One prominent feature of PDAC is the presence of dense stromal compartment surrounding the tumors. The dense stroma both constraints the delivery of oxygen/nutrients to the tumor cells and can also act as a physical barrier for extravasation. For PDAC cells that have undergone EMT, the increased lactate excretion may be essential for traversing the stromal layer before reaching the circulation and maintaining viability along the way. Recent reports by Fisher et al. [53] and Zheng et al. [54] questioned the role of EMT in cancer metastasis but provided in vivo evidence that EMT cells are resistant to chemotherapy. It is known that after chemotherapy or experimental induction of gemcitabine resistance, a proportion of PDAC cells exhibit EMT features and display signature stem cell surface markers [12, 55]. Treatment with the anti-glycolytic agent 3-bromopyruvate sensitized primary PDAC cancer stem cells to gemcitabine [56]. The metabolic alterations seen in PDAC cells in the present study are consistent with an increase in stem-like properties with EMT, which could contribute to chemoresistance.
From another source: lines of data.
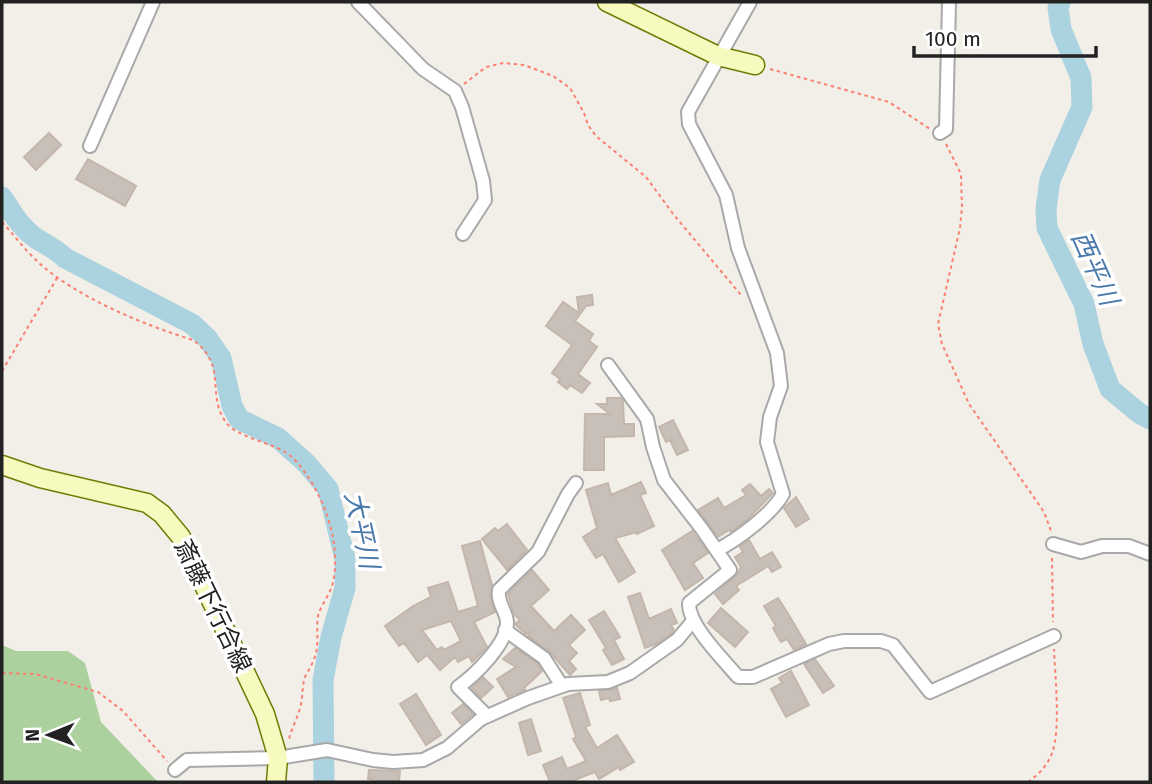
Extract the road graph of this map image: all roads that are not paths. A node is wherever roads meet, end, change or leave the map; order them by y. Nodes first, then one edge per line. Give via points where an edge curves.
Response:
1 (153, 2) edge
2 (358, 2) edge
3 (607, 2) edge
4 (750, 2) edge
5 (949, 2) edge
6 (718, 56) junction
7 (755, 65) road end
8 (940, 133) road end
9 (90, 146) dead end
10 (463, 234) dead end
11 (608, 365) dead end
12 (2, 465) edge
13 (576, 483) dead end
14 (1053, 544) road end
15 (717, 550) junction
16 (1150, 554) edge
17 (692, 622) junction
18 (505, 630) junction
19 (1054, 636) road end
20 (562, 686) junction
21 (487, 716) junction
22 (281, 757) junction
23 (175, 770) road end
24 (276, 782) edge

1 - 9 street
2 - 10 street via 423,69 455,91 476,151 485,200
3 - 6 main road
4 - 6 street
5 - 8 street via 946,129
6 - 7 main road
6 - 15 street via 688,112 689,124 726,195 738,248 777,353 781,386 769,417 767,442 783,494 756,522
11 - 15 street via 647,419 664,480
12 - 22 main road, 斎藤下行合線 via 147,503 174,527 265,714
13 - 18 street via 538,552 499,590
14 - 16 street via 1080,551 1129,546
15 - 17 street via 730,570 689,603
17 - 19 street via 738,677 753,677 829,644 881,641 893,645 930,692
17 - 20 street via 677,640 630,673 608,682
18 - 20 street via 544,658
18 - 21 street via 472,678 458,687
20 - 21 street
21 - 22 street via 447,748 423,760 373,760 327,750
22 - 23 street via 187,760
22 - 24 main road, 斎藤下行合線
Pinpointing the molecular changes underlying the observed metabolic reprogramming with EMT is important for developing targeted therapies. It could be reasoned that increased lactate output was driven by increased expression of GLUT transporters (1 and 3) and the consequent increase in glycolytic influx, as no major changes in glycolytic and lactate-producing enzymes were observed. However, 13C enrichment data suggested that lactate was simultaneously produced from both glucose and non-glucose sources, albeit the former contributing to the majority. While glutamine could act as a significant non-glucose substrate for cancer cells, data from radioactive and stable tracer experiments revealed that neither the TCA cycle activity was enhanced nor its intermediates contributed to lactate production. Further research will therefore be needed to identify the full spectrum of lactate precursors in the EMT models when strategies to “starve” the malignant cells are pursued. In addition, enrichment data from TGF?-treated cells raised the prospect that a greater pyruvate-to-lactate conversion during EMT could also be achieved by downregulating pyruvate consumption pathways, e.g., PDH. The observed changes of PDK isoforms, which control the partitioning of pyruvate to the TCA cycle, were disparate, possibly providing a mechanism of fine tuning glucose metabolism.